New Advising Centers Operating for Undecided or Transitioning Students
Date: Oct. 2, 2001
By: Dawn Fuller
Phone: (513) 556-1823
Photos by Andrew Higley
Archive: General News
The University of Cincinnati Department of Educational Services is launching a new initiative this fall to assist undecided majors as well as students who want to transition between academic programs. Four new satellite advising centers are staffed with advisors who have the expertise to review UC's majors and program requirements with students, as well as help them find which programs would be a good match for their interests.
Individual colleges also have their own advising centers, but for students who were undecided or changing majors, there's never been a centralized system to help them until now. Stanley Henderson, associate vice president for enrollment management, explains the central advising unit was a concept endorsed by the UC Collaboration for Student Success, the provost-led initiative to break down barriers that interfere with student success. The satellite centers are divisions of the central advising unit. Advisors have consistent responsibilities in working with undecided majors, pre-majors and transitioning students. Because the satellite centers are locally placed where the students are, the student no longer has the burden of going from college to college to determine interest and program eligibility.
Ned Donnelly, associate director for the Department of Educational Services, has been coordinating the startup of the satellite advising centers since last year, with funding from UC's Success Challenge grant awarded by the state of Ohio. UC receives approximately four million dollars from the grant each fiscal year.
The statewide Success Challenge initiative targets undecided majors, pre-majors and transitioning students. The Success Challenge-funded programming is based on research that shows those groups are more at risk for dropping out of school or taking longer to graduate.
Henderson explains that graduating in a timely manner has become a challenge for students around the nation as well as at UC. "Students just aren't graduating in four years anymore. About 45 percent of our students graduate with their baccalaureate degree in six years, similar to the average nationally.

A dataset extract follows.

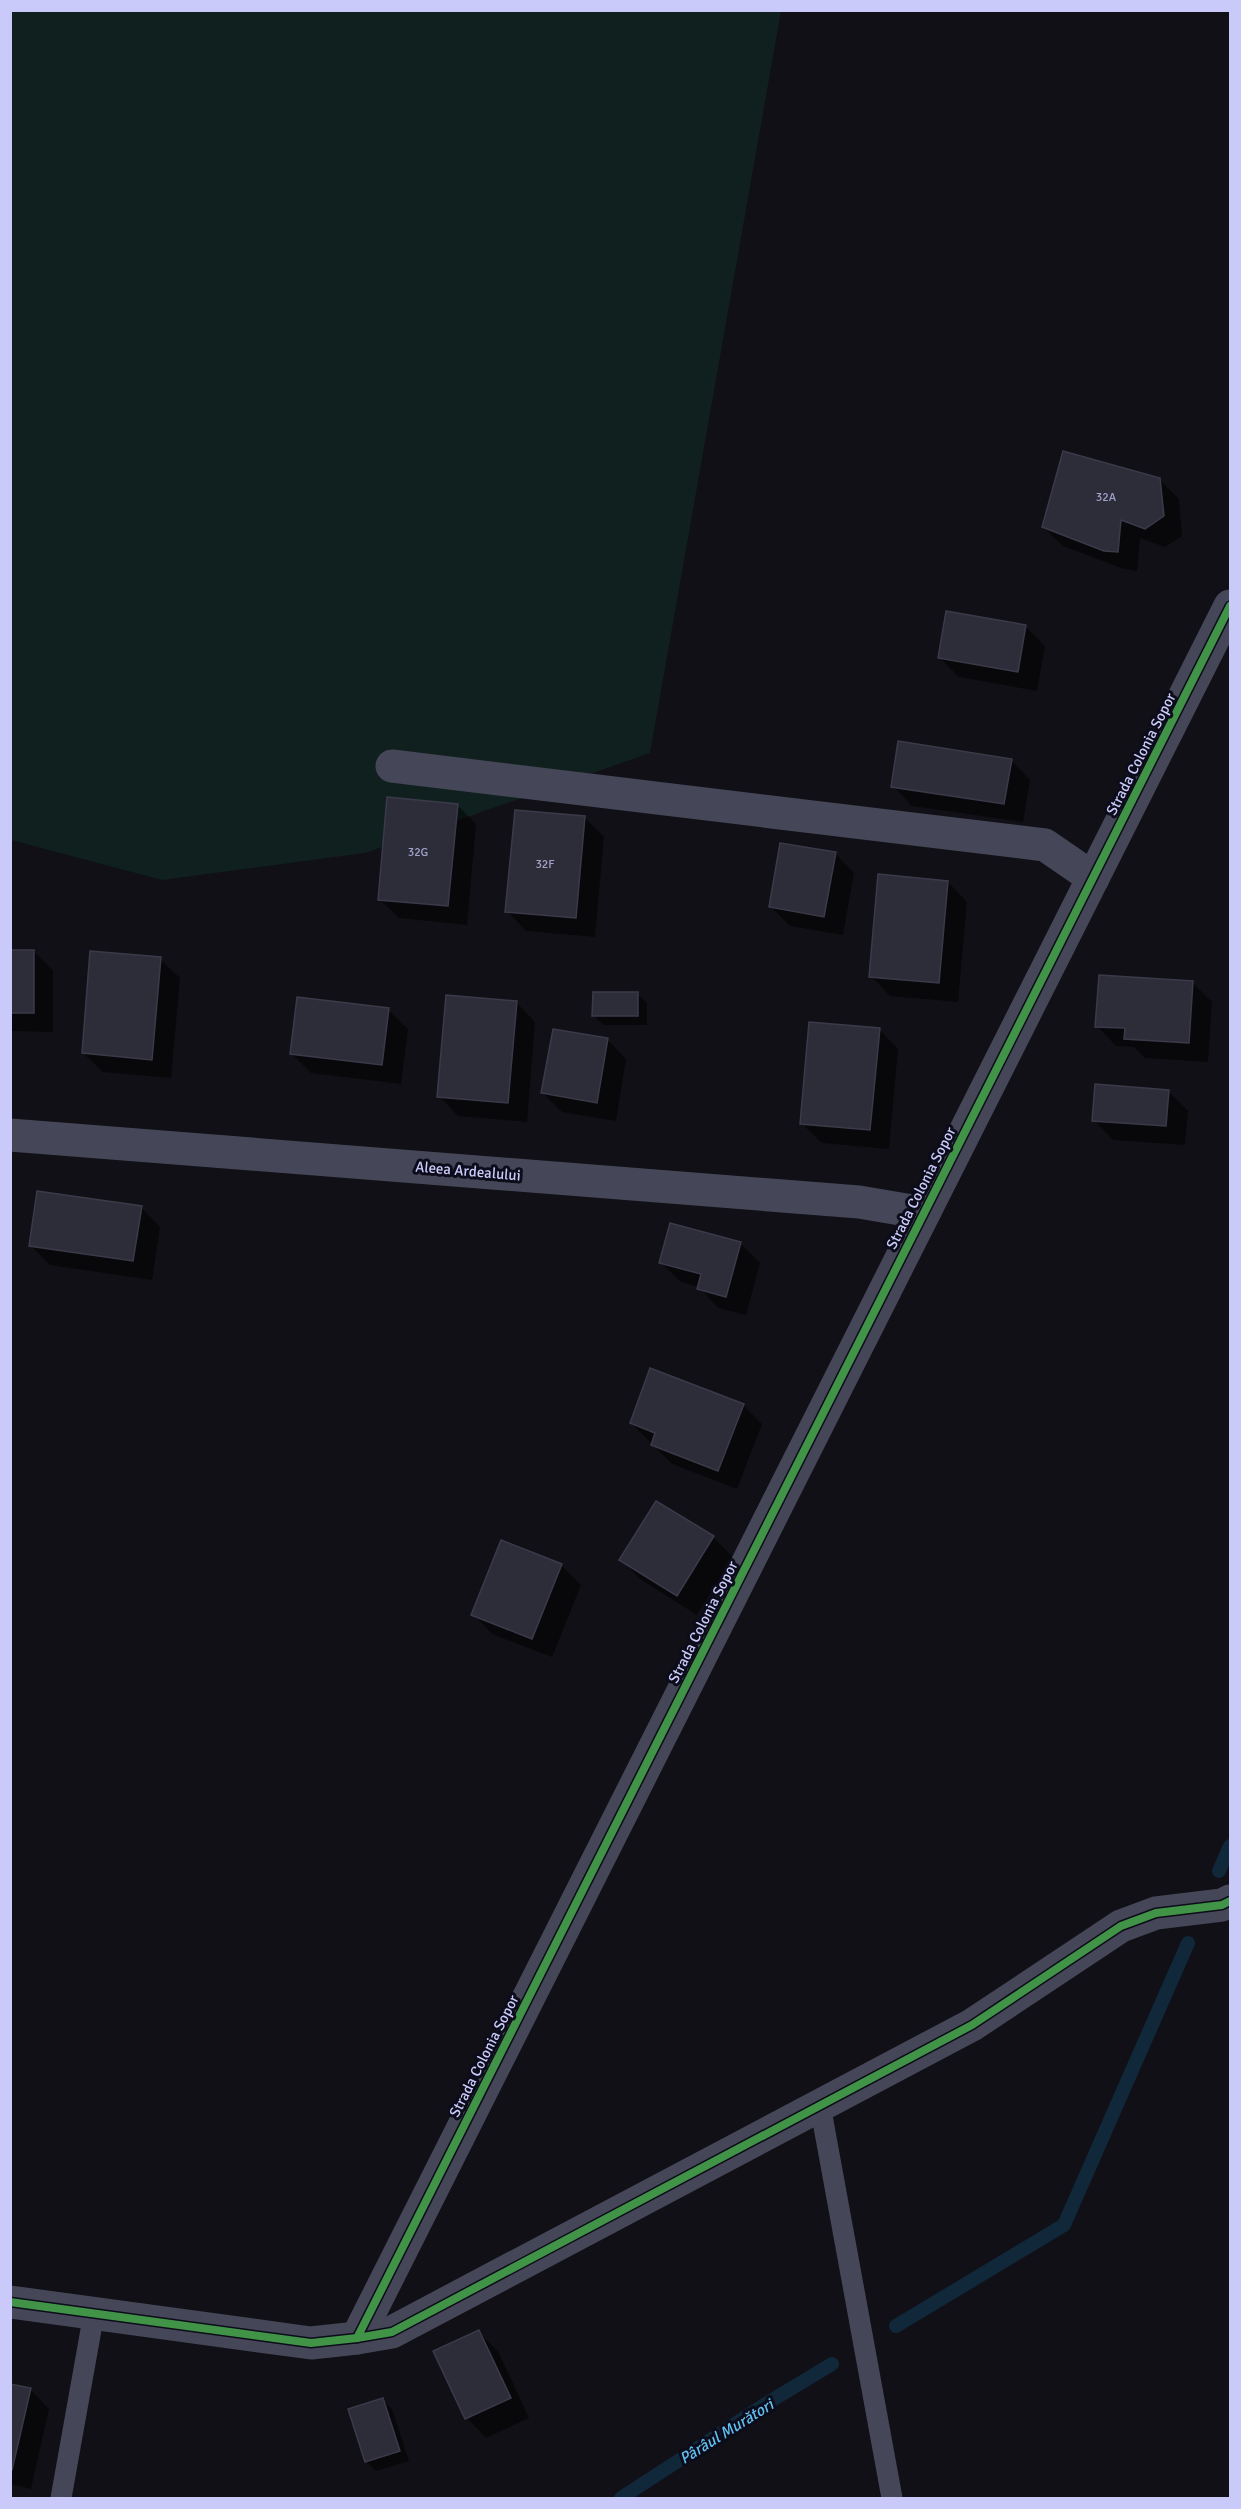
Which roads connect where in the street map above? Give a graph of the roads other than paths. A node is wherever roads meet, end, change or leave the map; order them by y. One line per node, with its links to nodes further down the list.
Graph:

" One major cause of delayed graduation is that students are working more hours today than they were years ago. Today, virtually every student has some kind of part-time job. It's hard to carry a full-time credit load and work more than 25 hours a week," Henderson continued.
Donnelly adds unrealistic expectations can also cause students to spin their wheels, thereby spinning away years of college and tuition without finding a direction. "Maybe they thought they wanted to be a doctor, but found they weren't interested in science, or they thought engineering would be a challenging field, but they weren't up to the math. Unrealistic expectations can leave them disappointed and discouraged." Donnelly says about 45 percent of UC's undergrads are listed as undecided or pre-majors, the majority freshmen and sophomores. "Roughly seven to eight thousand of them are in A&S, Clermont College, Raymond Walters College and University College," says Donnelly.
As the satellite centers get into full swing during the fall quarter, the transition advisors held an advising blitz Sept. 26-27 and are also coordinating the following events to publicize services for students:
Exploring Majors Fair - Oct. 16, 11 a.m.-2 p.m., Event Pavilion
Representatives of UC's undergraduate colleges will provide information on majors, minors, certificate programs, etc. Students will be entered into a drawing for gift certificates from the UC Bookstore.
Winter Quarter Advising and Priority Registration - Oct. 22-Nov. 4, at all college/department advising offices
Students are encouraged to meet with their academic advisor and take advantage of Priority Registration for Winter Quarter.